### SUPPLIED INFORMATION
☆ ☆ ☆ ☆ ☆

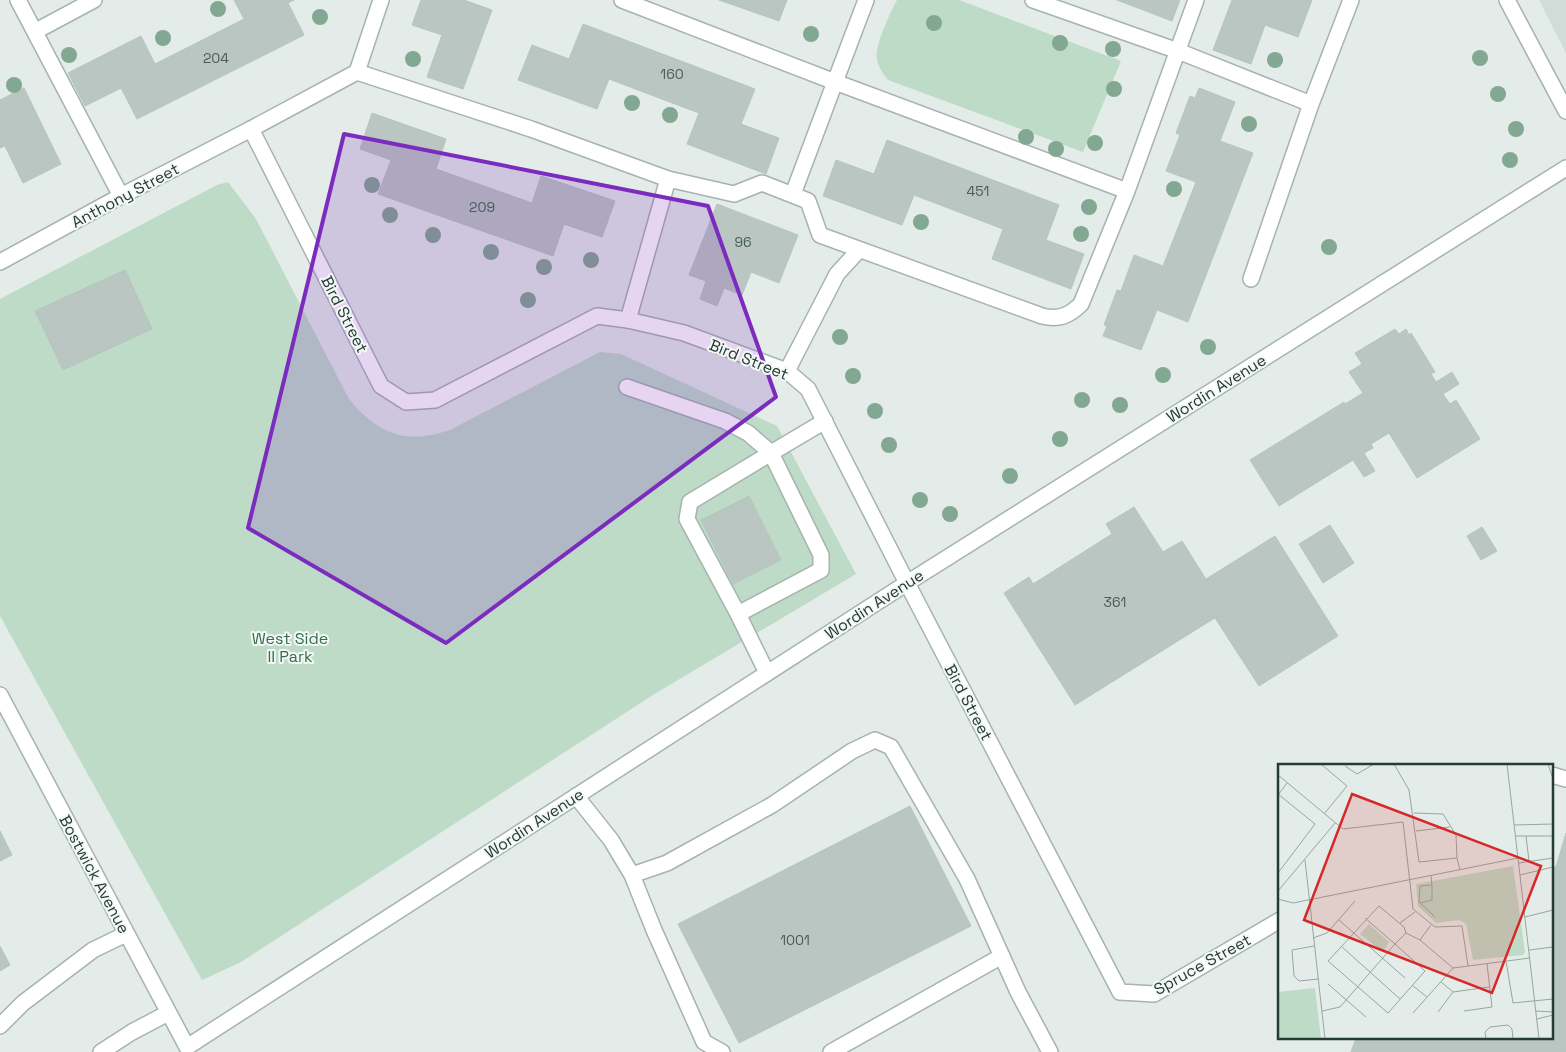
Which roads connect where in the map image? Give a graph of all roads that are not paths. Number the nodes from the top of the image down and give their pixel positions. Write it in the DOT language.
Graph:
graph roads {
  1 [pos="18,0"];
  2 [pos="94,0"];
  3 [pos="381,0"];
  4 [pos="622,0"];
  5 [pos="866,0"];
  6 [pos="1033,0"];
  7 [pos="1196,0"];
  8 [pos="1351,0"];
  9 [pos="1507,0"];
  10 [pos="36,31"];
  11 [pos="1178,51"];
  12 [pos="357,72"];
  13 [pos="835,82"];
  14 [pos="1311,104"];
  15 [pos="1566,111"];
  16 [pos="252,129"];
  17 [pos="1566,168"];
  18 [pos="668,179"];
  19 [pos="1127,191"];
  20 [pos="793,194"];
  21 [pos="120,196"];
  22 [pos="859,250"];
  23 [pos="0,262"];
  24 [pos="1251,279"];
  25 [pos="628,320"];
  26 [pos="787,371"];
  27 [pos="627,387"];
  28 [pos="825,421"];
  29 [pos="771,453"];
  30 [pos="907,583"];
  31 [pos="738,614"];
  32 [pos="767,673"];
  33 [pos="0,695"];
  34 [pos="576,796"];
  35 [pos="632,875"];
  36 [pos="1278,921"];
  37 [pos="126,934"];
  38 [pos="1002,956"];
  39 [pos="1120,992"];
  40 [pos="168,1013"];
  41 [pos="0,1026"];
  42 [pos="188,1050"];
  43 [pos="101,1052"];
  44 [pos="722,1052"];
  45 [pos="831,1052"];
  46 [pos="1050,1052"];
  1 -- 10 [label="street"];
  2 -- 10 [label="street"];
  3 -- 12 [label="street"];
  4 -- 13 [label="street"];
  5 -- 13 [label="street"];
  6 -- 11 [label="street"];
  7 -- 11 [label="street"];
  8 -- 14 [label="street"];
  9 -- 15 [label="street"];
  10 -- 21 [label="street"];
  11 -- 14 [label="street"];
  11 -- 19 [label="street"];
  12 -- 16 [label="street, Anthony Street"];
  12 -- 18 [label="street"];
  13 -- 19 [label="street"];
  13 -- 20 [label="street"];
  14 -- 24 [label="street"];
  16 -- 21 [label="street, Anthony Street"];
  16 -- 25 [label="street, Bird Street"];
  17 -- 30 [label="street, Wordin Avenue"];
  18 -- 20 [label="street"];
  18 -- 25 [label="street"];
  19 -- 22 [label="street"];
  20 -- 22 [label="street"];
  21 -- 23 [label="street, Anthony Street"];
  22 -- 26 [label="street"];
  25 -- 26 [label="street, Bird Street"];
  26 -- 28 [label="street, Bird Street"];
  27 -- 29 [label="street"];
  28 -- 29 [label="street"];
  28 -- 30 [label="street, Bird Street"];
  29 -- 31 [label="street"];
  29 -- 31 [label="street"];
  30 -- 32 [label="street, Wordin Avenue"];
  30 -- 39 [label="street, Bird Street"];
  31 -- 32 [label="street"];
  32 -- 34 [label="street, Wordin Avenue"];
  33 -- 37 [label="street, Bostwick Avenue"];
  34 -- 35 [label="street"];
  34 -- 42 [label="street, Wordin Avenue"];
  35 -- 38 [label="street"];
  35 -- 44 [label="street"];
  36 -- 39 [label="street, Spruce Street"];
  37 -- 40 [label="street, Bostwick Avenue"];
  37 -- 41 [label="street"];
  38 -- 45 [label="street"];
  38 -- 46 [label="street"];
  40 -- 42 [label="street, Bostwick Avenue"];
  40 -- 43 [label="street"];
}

☆ ☆ ☆ ☆ ☆

### WORK REQUIRED
Nothing but the pictures should be left out when the records are retyped exactly.

### RESULT
Which roads connect where in the map image? Give a graph of all roads that are not paths. Number the nodes from the top of the image down and give their pixel positions. Write it in the DOT language.
Graph:
graph roads {
  1 [pos="18,0"];
  2 [pos="94,0"];
  3 [pos="381,0"];
  4 [pos="622,0"];
  5 [pos="866,0"];
  6 [pos="1033,0"];
  7 [pos="1196,0"];
  8 [pos="1351,0"];
  9 [pos="1507,0"];
  10 [pos="36,31"];
  11 [pos="1178,51"];
  12 [pos="357,72"];
  13 [pos="835,82"];
  14 [pos="1311,104"];
  15 [pos="1566,111"];
  16 [pos="252,129"];
  17 [pos="1566,168"];
  18 [pos="668,179"];
  19 [pos="1127,191"];
  20 [pos="793,194"];
  21 [pos="120,196"];
  22 [pos="859,250"];
  23 [pos="0,262"];
  24 [pos="1251,279"];
  25 [pos="628,320"];
  26 [pos="787,371"];
  27 [pos="627,387"];
  28 [pos="825,421"];
  29 [pos="771,453"];
  30 [pos="907,583"];
  31 [pos="738,614"];
  32 [pos="767,673"];
  33 [pos="0,695"];
  34 [pos="576,796"];
  35 [pos="632,875"];
  36 [pos="1278,921"];
  37 [pos="126,934"];
  38 [pos="1002,956"];
  39 [pos="1120,992"];
  40 [pos="168,1013"];
  41 [pos="0,1026"];
  42 [pos="188,1050"];
  43 [pos="101,1052"];
  44 [pos="722,1052"];
  45 [pos="831,1052"];
  46 [pos="1050,1052"];
  1 -- 10 [label="street"];
  2 -- 10 [label="street"];
  3 -- 12 [label="street"];
  4 -- 13 [label="street"];
  5 -- 13 [label="street"];
  6 -- 11 [label="street"];
  7 -- 11 [label="street"];
  8 -- 14 [label="street"];
  9 -- 15 [label="street"];
  10 -- 21 [label="street"];
  11 -- 14 [label="street"];
  11 -- 19 [label="street"];
  12 -- 16 [label="street, Anthony Street"];
  12 -- 18 [label="street"];
  13 -- 19 [label="street"];
  13 -- 20 [label="street"];
  14 -- 24 [label="street"];
  16 -- 21 [label="street, Anthony Street"];
  16 -- 25 [label="street, Bird Street"];
  17 -- 30 [label="street, Wordin Avenue"];
  18 -- 20 [label="street"];
  18 -- 25 [label="street"];
  19 -- 22 [label="street"];
  20 -- 22 [label="street"];
  21 -- 23 [label="street, Anthony Street"];
  22 -- 26 [label="street"];
  25 -- 26 [label="street, Bird Street"];
  26 -- 28 [label="street, Bird Street"];
  27 -- 29 [label="street"];
  28 -- 29 [label="street"];
  28 -- 30 [label="street, Bird Street"];
  29 -- 31 [label="street"];
  29 -- 31 [label="street"];
  30 -- 32 [label="street, Wordin Avenue"];
  30 -- 39 [label="street, Bird Street"];
  31 -- 32 [label="street"];
  32 -- 34 [label="street, Wordin Avenue"];
  33 -- 37 [label="street, Bostwick Avenue"];
  34 -- 35 [label="street"];
  34 -- 42 [label="street, Wordin Avenue"];
  35 -- 38 [label="street"];
  35 -- 44 [label="street"];
  36 -- 39 [label="street, Spruce Street"];
  37 -- 40 [label="street, Bostwick Avenue"];
  37 -- 41 [label="street"];
  38 -- 45 [label="street"];
  38 -- 46 [label="street"];
  40 -- 42 [label="street, Bostwick Avenue"];
  40 -- 43 [label="street"];
}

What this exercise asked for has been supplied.